All lines of the entries with "ring" in them must be listed.

** DATA UNDER STUDY **
* * * * *
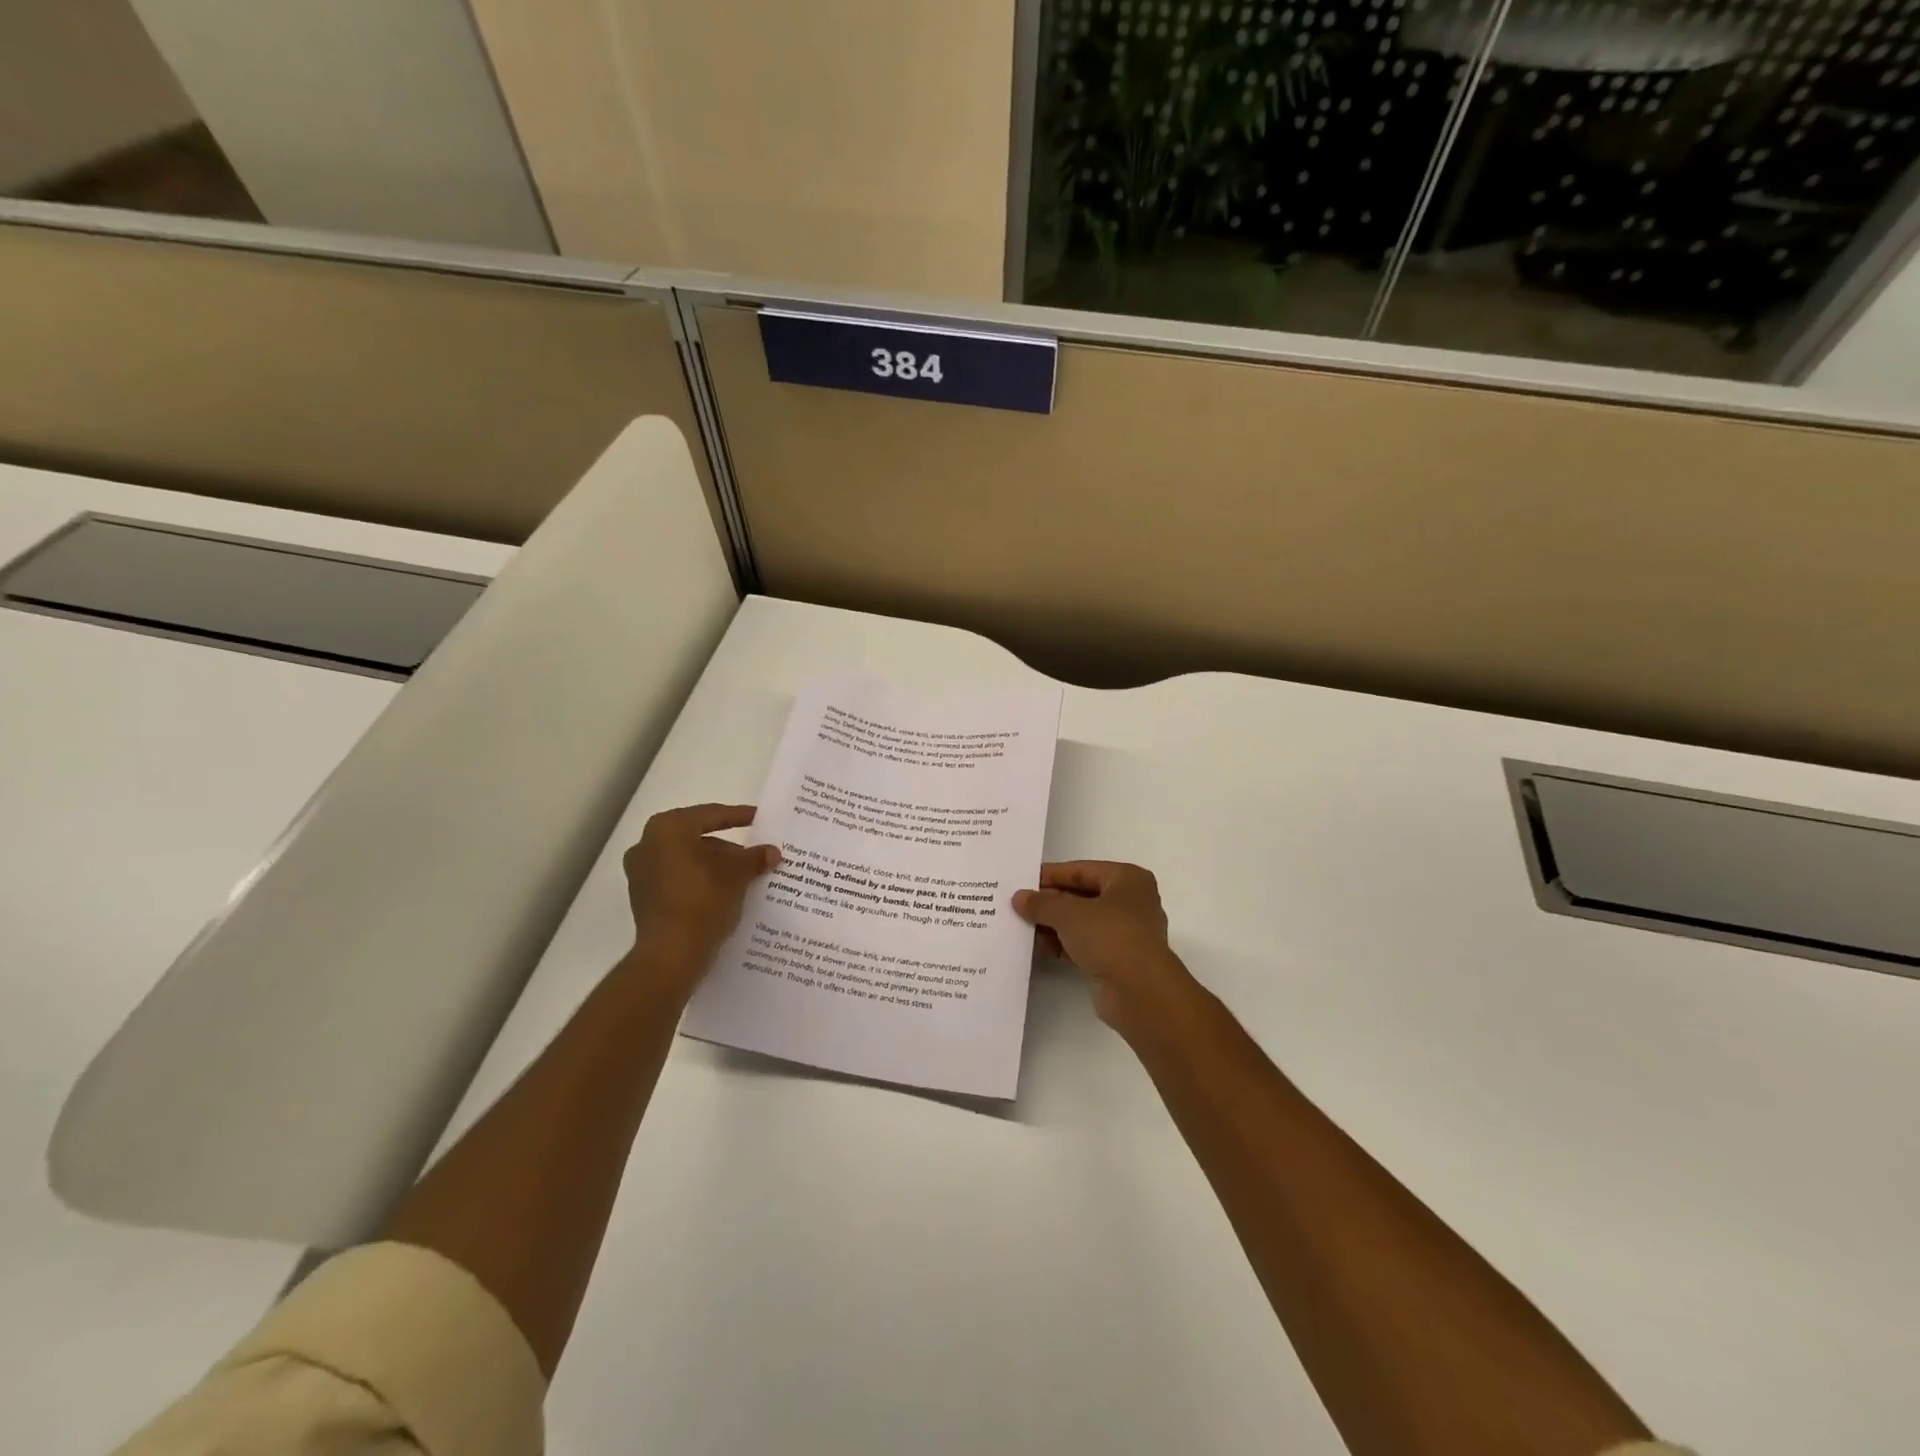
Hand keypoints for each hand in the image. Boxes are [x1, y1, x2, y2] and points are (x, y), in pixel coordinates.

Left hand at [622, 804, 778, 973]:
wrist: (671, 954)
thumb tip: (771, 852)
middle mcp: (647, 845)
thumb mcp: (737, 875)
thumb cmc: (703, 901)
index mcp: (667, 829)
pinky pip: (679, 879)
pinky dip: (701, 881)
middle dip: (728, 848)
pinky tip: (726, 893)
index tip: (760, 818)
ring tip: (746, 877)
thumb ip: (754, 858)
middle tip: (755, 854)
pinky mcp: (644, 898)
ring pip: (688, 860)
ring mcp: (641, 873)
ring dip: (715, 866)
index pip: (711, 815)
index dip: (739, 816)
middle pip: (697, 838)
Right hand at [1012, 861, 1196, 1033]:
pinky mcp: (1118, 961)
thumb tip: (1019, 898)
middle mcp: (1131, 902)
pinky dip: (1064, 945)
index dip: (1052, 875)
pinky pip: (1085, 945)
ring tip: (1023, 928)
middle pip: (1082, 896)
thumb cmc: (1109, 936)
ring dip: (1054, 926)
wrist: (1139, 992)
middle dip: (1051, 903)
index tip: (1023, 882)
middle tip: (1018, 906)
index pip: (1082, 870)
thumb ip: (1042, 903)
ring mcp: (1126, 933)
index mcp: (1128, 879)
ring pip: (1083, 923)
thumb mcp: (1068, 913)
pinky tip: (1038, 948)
* * * * *
** WRITTEN REPLY **
ring tip: (746, 877)
ring pip: (688, 860)
ring mcp: (641, 873)
ring dip: (715, 866)
ring tip: (1023, 928)
ring dip: (1054, 926)
ring mcp: (1126, 933)
ring pip: (1083, 923)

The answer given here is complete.